Brill, D. (1979) "The Use of Optimization Models in Public Sector Planning" Management Science 25(5):413-422
Coming full circle. Brill's paper offers an analysis on the role of modeling in public sector decision making. In much the same vein as Liebman's "Wicked Problem" paper from early in the series, Brill examines the role of optimization and simulation models in the decision making process. Brill examines the current (at the time) literature for examples of optimization models being used as a part of the decision support structure for public projects. Based on these examples he further develops the idea that optimization modeling has moved from being "the way" to "the answer" to being just another tool in the decision making kit. He even refers to the Liebman's analysis of "wicked" public problems to support his position on the role for modeling.
Overall this paper made a nice bookend for the semester literature series. Although I don't really think that Brill moved beyond the ideas put forward by Liebman his examples helped to further round out the concept. The evolution of use of modeling, both simulation and optimization, from problem sovlers to tools for finding possible solutions and developing alternatives is well established between the papers. (Yeah, I'm not really sure what that sentence was supposed to mean, but it sounded good at first) On a completely separate note, I was impressed by Brill's discussion of the need to consider solutions off the Pareto-front and the problem of developing a model in the absence of complete data. The idea that as new dimensions are added to the problem the new optimal solution will be sub-optimal in the earlier dimensions seems like an obvious concept but I had never really thought about before.
And because its the end of the semester... here's number two for the week (no pun intended).
Pan, T., Kao, J. (2009) "GA-QP Model to Optimize Sewer Design"

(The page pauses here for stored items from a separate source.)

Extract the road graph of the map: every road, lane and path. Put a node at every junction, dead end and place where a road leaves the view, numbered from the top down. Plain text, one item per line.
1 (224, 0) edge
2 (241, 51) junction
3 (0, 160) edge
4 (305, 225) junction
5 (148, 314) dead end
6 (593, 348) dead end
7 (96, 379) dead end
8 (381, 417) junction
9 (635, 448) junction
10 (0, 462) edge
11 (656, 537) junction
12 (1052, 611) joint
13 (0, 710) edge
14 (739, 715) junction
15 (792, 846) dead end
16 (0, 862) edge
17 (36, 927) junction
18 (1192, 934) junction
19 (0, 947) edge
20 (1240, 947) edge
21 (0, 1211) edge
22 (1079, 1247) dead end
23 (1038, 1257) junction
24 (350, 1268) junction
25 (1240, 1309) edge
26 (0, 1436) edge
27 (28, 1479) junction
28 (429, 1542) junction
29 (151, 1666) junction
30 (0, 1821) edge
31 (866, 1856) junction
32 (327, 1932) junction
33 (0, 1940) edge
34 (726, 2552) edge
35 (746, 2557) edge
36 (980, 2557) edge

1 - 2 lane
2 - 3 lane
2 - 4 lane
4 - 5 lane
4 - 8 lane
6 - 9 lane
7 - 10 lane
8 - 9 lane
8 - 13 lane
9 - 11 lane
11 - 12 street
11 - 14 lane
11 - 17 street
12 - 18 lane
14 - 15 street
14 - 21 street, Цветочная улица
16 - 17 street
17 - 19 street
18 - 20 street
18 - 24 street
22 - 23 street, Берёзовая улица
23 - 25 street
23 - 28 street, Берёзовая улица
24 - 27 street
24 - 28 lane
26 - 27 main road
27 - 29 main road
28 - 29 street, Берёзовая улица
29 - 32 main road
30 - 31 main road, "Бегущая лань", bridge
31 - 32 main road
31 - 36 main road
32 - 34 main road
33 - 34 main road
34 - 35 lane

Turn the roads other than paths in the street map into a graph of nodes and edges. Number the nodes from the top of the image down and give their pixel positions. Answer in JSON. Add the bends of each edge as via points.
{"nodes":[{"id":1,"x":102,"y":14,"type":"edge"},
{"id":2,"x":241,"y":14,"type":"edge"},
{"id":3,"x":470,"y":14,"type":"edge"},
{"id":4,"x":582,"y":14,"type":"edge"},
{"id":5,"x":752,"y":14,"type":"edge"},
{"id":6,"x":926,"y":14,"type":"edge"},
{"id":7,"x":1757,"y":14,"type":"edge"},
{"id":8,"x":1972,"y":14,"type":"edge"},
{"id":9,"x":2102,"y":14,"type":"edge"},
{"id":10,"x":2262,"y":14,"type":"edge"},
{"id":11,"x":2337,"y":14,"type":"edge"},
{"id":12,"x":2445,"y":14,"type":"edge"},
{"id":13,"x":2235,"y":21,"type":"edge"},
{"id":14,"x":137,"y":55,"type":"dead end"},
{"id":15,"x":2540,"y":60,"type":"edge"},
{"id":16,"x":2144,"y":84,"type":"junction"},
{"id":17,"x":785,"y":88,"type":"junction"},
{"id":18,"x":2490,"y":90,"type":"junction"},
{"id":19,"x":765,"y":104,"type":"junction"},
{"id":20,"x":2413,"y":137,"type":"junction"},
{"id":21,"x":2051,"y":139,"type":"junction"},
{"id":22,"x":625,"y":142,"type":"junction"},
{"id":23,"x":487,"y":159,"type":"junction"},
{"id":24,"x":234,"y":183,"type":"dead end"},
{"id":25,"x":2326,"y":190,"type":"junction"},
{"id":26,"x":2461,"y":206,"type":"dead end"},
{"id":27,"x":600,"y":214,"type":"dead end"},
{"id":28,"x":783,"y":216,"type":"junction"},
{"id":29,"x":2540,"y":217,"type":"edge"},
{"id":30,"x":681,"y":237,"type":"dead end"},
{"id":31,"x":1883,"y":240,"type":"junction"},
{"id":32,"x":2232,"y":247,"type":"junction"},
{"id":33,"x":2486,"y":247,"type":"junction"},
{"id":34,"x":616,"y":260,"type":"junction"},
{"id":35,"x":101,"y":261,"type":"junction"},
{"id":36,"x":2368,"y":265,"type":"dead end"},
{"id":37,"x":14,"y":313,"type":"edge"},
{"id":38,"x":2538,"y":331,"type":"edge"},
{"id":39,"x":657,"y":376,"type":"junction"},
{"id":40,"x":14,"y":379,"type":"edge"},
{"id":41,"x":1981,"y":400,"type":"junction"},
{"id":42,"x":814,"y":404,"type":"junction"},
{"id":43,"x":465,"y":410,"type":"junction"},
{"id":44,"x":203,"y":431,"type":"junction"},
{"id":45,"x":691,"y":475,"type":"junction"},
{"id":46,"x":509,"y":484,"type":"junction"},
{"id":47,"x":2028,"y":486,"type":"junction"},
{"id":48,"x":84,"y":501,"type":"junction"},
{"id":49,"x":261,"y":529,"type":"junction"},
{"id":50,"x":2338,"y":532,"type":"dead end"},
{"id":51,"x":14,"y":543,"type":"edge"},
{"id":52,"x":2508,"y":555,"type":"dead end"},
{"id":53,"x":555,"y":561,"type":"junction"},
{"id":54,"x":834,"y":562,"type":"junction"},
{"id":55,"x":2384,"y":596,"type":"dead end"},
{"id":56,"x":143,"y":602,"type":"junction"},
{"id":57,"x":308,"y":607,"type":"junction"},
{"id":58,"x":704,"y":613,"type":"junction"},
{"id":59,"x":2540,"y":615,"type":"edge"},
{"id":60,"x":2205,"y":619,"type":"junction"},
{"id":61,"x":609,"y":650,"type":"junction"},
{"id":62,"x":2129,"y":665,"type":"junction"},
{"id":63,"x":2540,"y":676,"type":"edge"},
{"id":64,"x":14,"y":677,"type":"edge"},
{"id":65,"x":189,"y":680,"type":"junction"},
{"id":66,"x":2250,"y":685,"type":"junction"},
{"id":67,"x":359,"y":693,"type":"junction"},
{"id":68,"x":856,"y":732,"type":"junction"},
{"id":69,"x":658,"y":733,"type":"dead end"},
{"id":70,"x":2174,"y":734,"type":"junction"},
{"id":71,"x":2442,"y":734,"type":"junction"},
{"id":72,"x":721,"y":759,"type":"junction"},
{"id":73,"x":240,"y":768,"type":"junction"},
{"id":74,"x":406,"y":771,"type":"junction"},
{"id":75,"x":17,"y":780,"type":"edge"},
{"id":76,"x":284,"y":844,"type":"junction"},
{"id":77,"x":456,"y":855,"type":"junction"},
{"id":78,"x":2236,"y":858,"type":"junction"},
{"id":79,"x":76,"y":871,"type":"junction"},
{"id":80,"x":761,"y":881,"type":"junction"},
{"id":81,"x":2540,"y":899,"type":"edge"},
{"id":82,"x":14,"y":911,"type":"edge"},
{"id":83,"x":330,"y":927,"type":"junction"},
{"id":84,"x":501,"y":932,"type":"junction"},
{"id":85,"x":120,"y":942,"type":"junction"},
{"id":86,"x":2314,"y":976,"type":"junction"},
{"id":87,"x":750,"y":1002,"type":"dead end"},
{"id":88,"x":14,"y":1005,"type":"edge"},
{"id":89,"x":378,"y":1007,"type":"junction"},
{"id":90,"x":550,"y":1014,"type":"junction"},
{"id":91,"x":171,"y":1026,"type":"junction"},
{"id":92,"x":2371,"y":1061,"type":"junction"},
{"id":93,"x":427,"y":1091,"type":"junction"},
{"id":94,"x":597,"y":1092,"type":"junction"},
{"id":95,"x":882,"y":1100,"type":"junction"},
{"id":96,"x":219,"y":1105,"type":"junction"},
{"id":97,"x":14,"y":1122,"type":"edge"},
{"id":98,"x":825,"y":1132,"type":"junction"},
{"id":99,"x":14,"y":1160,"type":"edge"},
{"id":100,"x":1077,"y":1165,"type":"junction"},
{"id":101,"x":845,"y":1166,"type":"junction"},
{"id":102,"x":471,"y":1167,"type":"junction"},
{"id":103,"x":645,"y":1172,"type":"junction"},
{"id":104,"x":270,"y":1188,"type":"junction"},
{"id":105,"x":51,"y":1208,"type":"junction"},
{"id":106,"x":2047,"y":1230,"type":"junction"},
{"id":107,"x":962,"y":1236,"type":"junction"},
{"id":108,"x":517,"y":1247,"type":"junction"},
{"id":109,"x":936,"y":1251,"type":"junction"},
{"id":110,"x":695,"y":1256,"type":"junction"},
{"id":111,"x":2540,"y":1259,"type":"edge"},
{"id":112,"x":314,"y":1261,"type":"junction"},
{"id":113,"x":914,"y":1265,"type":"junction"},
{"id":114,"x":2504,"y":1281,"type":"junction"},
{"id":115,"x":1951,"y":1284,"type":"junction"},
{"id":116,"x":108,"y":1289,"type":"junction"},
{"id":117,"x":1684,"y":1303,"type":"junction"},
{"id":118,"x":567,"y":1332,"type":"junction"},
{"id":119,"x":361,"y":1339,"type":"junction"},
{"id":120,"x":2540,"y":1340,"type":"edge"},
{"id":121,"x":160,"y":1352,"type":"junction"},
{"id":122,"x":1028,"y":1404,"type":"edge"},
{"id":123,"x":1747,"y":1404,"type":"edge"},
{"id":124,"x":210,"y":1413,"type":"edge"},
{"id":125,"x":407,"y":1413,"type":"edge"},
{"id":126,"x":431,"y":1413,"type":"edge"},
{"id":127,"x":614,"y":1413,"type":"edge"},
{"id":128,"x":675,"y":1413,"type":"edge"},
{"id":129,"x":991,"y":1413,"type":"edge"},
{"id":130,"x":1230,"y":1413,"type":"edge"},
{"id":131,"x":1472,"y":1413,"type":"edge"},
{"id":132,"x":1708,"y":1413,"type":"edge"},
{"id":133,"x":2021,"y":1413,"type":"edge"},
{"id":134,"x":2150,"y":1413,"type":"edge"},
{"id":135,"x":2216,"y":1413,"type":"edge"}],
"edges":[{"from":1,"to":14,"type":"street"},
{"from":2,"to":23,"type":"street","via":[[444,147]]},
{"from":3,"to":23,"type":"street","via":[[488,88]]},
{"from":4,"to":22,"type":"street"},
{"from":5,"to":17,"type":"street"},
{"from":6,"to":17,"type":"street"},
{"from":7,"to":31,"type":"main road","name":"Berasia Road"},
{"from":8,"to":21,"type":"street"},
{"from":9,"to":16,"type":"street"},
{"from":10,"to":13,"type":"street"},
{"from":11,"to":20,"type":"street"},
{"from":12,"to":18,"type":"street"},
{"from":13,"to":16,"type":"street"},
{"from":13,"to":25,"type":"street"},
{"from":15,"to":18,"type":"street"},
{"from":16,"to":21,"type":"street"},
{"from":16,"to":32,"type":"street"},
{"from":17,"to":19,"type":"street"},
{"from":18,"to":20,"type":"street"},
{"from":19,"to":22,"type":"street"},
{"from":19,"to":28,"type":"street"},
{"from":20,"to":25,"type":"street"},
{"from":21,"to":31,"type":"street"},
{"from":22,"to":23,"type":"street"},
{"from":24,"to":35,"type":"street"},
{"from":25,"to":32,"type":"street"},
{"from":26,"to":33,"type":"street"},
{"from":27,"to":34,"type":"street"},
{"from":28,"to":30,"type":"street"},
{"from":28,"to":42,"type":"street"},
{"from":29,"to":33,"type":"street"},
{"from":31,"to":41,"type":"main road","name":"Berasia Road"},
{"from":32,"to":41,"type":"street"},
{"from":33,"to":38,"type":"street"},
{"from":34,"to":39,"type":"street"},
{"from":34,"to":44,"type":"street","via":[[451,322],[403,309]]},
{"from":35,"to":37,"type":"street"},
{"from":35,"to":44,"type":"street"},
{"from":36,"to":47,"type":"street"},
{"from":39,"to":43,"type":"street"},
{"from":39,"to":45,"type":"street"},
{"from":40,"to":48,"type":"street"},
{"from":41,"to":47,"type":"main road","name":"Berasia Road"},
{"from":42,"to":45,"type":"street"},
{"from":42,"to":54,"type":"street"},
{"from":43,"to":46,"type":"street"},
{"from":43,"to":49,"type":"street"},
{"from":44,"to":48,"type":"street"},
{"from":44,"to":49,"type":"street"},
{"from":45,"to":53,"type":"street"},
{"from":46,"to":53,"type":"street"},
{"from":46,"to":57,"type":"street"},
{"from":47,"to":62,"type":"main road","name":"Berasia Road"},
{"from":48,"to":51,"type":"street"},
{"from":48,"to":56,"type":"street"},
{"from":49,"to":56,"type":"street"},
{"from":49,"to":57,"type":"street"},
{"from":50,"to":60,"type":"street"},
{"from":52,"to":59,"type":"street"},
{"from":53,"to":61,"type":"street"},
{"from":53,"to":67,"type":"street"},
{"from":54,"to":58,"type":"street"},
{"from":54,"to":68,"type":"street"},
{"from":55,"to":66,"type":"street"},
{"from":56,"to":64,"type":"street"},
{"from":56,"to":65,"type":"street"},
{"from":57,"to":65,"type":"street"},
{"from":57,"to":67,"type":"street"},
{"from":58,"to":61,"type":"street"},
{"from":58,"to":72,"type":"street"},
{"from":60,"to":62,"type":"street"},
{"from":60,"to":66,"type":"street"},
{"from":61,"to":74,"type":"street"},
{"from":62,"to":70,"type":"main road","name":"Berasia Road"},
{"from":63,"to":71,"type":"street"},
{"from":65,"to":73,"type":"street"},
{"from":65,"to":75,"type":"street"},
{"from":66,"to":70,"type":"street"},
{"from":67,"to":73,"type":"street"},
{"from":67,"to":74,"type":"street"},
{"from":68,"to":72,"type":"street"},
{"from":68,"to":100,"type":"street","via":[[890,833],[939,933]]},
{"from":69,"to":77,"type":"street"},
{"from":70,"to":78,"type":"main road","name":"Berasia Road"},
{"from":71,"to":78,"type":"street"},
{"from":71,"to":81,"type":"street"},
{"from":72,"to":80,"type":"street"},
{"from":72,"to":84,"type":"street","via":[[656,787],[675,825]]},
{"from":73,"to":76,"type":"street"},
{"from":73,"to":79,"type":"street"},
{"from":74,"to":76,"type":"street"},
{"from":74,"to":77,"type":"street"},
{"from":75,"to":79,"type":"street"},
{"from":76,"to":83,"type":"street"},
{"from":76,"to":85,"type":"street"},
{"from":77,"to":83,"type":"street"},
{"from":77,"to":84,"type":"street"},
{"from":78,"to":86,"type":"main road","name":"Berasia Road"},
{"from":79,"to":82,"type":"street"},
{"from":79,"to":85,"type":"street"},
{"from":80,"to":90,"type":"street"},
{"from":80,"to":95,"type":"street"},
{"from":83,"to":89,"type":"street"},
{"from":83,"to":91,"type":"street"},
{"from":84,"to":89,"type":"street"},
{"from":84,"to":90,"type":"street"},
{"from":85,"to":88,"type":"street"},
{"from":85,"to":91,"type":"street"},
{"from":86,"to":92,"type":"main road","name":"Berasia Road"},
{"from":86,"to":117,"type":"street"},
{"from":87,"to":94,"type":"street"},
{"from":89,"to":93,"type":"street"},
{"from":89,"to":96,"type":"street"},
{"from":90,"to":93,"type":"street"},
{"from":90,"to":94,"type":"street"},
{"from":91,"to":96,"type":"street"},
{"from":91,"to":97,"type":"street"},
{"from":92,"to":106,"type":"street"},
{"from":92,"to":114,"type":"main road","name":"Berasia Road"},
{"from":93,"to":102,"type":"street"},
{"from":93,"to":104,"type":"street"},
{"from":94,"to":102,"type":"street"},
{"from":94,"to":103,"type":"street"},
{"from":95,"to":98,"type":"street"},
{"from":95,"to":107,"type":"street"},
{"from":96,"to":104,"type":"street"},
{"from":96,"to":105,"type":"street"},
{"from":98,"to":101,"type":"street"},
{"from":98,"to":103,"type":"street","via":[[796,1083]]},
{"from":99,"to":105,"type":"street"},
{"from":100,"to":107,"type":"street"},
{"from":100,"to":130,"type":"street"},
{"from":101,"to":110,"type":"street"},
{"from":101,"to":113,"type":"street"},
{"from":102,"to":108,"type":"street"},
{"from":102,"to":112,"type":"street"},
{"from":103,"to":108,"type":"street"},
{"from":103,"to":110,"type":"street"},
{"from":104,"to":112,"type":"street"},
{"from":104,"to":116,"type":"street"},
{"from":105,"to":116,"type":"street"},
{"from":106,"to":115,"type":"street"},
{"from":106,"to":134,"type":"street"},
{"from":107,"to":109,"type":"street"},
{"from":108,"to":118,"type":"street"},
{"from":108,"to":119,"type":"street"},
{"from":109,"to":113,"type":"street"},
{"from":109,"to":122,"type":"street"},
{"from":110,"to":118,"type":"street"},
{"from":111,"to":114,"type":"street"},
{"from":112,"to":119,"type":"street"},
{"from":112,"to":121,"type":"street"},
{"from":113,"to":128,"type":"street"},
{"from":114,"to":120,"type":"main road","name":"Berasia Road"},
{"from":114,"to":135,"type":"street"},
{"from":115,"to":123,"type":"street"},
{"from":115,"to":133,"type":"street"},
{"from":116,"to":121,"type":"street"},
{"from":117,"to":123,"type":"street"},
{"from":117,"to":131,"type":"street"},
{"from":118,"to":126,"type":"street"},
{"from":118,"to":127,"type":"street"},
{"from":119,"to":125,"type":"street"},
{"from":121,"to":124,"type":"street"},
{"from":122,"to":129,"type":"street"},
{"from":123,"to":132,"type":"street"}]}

Kao and Pan employ a joint genetic algorithm/quadratic programming model to explore the design specifications for a municipal wastewater design. Building on the idea of "modeling to generate alternative" (taken from a paper written by Brill in 1982. Go Brill, Go) Pan and Kao use the coupled model system to create generate (genetic algorithm) and test (quadratic program) design alternative to arrive at a series of possible solutions. Although the coupled model system is able to produce multiple designs that satisfy the constraints, the authors point out early in their report that there are still several, mostly socio-political, issues that defy quantization and cannot be considered in the model. This returns us to a re-occurring theme of modeling as a tool to produce possible solutions but not "the answer". The issues that could not be included in the model are things that, in general, are best left up the decision makers anyway (dealing with neighborhoods and NIMBY, public sentiment, etc).